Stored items
<<<<

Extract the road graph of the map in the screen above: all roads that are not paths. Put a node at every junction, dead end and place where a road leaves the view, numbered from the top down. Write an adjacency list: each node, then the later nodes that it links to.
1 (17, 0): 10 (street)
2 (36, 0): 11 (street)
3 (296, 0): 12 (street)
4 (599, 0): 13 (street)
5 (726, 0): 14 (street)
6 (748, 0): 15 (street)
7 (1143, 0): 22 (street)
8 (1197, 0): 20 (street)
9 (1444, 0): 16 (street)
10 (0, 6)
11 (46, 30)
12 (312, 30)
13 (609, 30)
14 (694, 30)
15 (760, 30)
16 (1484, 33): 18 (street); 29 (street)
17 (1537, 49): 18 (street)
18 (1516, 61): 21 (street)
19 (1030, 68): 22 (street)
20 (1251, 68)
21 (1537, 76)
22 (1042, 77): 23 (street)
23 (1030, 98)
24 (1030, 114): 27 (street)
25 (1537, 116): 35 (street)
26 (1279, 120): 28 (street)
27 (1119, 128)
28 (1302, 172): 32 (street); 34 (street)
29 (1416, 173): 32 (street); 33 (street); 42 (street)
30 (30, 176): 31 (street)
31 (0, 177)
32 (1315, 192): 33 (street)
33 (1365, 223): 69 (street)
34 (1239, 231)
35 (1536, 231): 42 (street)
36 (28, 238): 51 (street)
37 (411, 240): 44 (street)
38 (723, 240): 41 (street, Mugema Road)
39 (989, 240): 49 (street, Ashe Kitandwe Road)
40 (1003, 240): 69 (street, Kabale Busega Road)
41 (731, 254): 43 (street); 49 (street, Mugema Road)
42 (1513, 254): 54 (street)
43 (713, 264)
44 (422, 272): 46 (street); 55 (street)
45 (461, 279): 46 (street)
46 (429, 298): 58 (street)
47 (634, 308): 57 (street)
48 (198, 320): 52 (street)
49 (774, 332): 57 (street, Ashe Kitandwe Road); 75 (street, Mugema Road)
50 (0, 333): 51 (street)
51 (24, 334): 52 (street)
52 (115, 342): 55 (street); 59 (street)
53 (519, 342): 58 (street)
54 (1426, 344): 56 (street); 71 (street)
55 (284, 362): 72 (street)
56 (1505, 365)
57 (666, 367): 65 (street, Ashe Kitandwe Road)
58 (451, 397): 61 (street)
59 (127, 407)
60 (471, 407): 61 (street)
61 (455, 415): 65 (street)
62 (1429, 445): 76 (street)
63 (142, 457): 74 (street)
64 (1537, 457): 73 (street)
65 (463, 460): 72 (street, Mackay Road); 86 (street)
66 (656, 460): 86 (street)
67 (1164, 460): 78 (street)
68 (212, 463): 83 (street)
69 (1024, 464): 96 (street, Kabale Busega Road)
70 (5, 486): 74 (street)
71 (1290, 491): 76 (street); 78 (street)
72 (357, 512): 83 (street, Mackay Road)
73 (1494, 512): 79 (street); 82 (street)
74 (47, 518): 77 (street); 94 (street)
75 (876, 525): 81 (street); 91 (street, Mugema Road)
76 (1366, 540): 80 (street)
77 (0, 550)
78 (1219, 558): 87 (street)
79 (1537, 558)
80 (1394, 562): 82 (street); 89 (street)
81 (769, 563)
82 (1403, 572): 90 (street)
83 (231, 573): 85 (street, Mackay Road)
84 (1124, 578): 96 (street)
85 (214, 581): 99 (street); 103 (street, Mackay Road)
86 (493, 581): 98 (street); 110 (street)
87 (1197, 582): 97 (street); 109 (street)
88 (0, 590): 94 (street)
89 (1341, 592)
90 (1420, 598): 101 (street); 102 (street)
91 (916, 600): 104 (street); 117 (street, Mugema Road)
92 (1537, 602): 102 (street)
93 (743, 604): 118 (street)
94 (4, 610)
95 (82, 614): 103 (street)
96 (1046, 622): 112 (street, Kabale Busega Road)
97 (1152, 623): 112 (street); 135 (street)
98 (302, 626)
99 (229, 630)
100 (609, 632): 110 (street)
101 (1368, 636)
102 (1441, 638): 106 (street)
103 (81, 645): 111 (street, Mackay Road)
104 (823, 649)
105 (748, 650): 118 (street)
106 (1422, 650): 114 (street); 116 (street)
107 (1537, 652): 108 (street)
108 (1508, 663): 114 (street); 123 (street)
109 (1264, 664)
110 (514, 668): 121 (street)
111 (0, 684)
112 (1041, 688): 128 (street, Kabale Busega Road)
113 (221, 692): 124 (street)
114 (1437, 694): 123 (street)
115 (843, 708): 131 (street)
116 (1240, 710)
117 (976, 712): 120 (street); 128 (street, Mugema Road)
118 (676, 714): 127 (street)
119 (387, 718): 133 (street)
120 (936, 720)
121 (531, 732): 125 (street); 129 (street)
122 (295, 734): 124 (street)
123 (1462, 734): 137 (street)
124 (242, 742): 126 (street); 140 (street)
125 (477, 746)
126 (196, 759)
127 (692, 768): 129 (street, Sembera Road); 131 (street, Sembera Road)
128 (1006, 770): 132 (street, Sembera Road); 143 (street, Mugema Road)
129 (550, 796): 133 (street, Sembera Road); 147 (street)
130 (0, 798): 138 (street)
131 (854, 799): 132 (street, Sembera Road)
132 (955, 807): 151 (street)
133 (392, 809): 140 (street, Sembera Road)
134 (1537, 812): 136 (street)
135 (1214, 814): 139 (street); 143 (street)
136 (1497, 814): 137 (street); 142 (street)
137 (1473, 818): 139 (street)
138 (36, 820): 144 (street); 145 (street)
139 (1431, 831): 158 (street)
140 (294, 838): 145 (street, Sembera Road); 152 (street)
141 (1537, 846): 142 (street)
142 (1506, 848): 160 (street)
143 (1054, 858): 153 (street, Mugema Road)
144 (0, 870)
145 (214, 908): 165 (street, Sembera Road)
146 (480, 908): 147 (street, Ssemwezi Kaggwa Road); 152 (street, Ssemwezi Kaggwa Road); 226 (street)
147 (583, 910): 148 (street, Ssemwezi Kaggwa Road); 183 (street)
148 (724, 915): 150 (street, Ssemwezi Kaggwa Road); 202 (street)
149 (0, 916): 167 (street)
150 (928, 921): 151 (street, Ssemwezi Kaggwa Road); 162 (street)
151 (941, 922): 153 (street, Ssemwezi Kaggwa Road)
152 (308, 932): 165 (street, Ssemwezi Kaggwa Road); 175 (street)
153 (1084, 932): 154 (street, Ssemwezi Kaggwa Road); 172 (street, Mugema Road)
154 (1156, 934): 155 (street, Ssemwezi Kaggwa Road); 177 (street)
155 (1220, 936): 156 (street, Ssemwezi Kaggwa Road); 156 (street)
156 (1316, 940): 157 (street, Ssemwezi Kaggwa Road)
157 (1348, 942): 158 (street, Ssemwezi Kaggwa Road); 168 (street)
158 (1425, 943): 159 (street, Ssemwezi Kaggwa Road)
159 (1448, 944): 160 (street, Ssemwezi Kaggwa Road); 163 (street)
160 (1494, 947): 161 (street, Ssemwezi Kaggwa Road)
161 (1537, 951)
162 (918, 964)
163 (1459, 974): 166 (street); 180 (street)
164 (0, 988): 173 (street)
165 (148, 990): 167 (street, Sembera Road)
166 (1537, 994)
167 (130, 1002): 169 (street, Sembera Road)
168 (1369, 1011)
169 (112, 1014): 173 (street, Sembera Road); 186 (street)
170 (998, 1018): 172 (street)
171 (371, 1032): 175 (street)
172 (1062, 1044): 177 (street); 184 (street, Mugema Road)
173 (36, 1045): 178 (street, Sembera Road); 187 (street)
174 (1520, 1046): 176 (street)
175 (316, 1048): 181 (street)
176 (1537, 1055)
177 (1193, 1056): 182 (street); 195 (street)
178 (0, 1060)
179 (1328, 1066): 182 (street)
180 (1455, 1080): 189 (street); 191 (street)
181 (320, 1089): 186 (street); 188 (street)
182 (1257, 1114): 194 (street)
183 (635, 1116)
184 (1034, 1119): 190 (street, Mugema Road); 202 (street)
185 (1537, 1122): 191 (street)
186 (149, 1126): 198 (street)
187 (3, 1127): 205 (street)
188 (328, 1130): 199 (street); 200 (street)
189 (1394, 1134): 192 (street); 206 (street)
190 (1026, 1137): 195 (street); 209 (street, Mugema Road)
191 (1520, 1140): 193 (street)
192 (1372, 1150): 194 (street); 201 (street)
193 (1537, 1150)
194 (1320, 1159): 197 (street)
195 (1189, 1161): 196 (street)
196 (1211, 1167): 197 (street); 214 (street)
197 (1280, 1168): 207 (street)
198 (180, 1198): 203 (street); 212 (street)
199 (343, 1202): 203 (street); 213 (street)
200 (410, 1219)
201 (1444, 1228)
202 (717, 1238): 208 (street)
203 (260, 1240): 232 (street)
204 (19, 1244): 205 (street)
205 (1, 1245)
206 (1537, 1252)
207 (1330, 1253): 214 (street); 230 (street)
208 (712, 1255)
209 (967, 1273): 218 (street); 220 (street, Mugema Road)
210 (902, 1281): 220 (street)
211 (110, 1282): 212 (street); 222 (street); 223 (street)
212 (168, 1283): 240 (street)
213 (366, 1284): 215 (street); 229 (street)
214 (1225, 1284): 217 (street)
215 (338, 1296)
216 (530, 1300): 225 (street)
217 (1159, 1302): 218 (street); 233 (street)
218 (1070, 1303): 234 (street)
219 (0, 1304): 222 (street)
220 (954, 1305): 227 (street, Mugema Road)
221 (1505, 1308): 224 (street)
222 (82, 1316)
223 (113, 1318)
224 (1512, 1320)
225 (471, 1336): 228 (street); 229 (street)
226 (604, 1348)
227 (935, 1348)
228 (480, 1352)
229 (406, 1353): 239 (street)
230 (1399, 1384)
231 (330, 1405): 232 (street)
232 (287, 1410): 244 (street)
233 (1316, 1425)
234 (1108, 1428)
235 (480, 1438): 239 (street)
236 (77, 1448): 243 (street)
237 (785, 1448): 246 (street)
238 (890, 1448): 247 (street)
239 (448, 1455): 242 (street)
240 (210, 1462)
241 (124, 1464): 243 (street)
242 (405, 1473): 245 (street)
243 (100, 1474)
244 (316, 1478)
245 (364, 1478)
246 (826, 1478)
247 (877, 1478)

>>>>

_WHAT YOU NEED TO DO_. Return a copy of each line in the entries that contains "Ashe".

_REPLY TO THE TASK_.
39 (989, 240): 49 (street, Ashe Kitandwe Road)
49 (774, 332): 57 (street, Ashe Kitandwe Road); 75 (street, Mugema Road)
57 (666, 367): 65 (street, Ashe Kitandwe Road)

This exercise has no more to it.